* **WORK TASK**: Return each line of the data below that contains the string "Medice".

(Stored data entries)
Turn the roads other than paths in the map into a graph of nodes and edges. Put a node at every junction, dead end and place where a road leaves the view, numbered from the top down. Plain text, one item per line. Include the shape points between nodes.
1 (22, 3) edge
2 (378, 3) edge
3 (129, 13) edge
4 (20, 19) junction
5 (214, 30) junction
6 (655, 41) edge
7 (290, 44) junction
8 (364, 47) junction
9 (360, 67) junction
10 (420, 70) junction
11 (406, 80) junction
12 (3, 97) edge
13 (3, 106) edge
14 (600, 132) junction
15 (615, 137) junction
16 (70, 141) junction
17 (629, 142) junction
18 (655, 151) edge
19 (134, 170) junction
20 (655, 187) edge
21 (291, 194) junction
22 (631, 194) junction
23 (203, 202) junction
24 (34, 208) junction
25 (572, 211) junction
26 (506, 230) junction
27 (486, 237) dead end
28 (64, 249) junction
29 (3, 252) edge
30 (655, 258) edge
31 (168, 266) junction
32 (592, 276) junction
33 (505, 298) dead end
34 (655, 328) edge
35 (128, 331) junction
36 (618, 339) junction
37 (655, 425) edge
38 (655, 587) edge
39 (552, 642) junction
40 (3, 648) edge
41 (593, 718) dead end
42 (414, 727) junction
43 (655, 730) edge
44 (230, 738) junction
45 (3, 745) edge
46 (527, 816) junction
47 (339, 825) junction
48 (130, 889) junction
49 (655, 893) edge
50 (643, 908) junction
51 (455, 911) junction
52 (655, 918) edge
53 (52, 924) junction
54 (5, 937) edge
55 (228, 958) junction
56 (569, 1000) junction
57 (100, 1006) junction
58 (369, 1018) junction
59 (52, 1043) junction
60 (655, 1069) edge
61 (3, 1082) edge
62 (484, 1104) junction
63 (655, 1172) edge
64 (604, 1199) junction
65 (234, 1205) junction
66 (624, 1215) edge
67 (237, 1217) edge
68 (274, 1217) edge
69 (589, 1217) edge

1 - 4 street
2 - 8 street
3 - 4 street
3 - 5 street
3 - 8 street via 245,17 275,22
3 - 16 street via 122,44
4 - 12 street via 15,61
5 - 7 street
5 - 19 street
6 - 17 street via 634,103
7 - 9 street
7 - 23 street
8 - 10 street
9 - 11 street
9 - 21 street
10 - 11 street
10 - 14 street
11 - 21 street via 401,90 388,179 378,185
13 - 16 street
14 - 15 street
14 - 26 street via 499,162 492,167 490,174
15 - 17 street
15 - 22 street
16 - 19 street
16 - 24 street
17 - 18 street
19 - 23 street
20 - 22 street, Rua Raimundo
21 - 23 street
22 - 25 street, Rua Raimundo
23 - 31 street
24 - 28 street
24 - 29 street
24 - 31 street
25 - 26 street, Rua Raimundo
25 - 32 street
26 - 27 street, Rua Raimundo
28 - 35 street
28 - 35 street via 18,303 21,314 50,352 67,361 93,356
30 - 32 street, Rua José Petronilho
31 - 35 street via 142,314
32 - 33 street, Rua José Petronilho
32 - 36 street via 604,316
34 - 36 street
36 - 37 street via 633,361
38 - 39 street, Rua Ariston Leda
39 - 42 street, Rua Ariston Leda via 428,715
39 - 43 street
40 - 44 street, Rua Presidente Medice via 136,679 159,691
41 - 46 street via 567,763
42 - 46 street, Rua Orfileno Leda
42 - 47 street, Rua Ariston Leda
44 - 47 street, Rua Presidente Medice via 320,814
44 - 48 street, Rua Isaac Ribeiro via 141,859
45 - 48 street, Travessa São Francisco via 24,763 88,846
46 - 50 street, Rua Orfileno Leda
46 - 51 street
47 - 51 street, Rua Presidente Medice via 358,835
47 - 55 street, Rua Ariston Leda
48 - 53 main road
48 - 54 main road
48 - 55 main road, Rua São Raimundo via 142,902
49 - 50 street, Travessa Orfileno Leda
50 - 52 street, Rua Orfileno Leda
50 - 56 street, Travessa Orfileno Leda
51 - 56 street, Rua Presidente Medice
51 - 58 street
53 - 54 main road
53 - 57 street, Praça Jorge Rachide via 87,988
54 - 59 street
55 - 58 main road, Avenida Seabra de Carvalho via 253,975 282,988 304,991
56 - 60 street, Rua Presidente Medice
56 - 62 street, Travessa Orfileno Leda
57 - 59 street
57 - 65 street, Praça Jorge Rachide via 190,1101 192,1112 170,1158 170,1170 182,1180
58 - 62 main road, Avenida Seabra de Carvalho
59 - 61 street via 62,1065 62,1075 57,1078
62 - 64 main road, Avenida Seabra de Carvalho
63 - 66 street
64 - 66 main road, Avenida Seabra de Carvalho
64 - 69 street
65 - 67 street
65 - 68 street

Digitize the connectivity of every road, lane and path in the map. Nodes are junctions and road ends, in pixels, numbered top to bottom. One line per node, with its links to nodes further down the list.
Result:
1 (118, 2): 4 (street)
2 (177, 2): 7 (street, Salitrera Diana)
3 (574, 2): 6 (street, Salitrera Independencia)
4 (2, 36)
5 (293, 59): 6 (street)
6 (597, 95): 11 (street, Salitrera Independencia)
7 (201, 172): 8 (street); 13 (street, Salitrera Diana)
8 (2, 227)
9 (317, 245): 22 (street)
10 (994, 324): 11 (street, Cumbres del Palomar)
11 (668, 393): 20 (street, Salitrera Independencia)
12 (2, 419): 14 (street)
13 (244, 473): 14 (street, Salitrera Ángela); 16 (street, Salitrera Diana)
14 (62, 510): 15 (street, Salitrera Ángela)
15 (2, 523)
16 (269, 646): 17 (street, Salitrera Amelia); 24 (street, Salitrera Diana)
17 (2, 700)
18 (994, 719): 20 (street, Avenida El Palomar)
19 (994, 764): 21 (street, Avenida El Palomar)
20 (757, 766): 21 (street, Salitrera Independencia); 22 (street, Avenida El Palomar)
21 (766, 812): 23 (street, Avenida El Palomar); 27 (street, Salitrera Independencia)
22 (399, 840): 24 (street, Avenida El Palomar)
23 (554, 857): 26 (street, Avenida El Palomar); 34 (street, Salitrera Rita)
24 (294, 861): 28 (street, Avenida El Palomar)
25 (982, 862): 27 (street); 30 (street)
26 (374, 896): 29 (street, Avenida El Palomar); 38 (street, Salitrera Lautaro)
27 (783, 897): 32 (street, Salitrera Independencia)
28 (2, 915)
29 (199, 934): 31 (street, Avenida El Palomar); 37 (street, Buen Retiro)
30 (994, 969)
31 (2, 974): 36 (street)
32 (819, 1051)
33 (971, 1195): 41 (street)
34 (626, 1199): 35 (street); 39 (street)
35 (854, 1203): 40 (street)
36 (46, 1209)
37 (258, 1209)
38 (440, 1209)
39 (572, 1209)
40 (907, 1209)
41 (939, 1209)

* **SOLUTION**:
40 - 44 street, Rua Presidente Medice via 136,679 159,691
44 - 47 street, Rua Presidente Medice via 320,814
47 - 51 street, Rua Presidente Medice via 358,835
51 - 56 street, Rua Presidente Medice
56 - 60 street, Rua Presidente Medice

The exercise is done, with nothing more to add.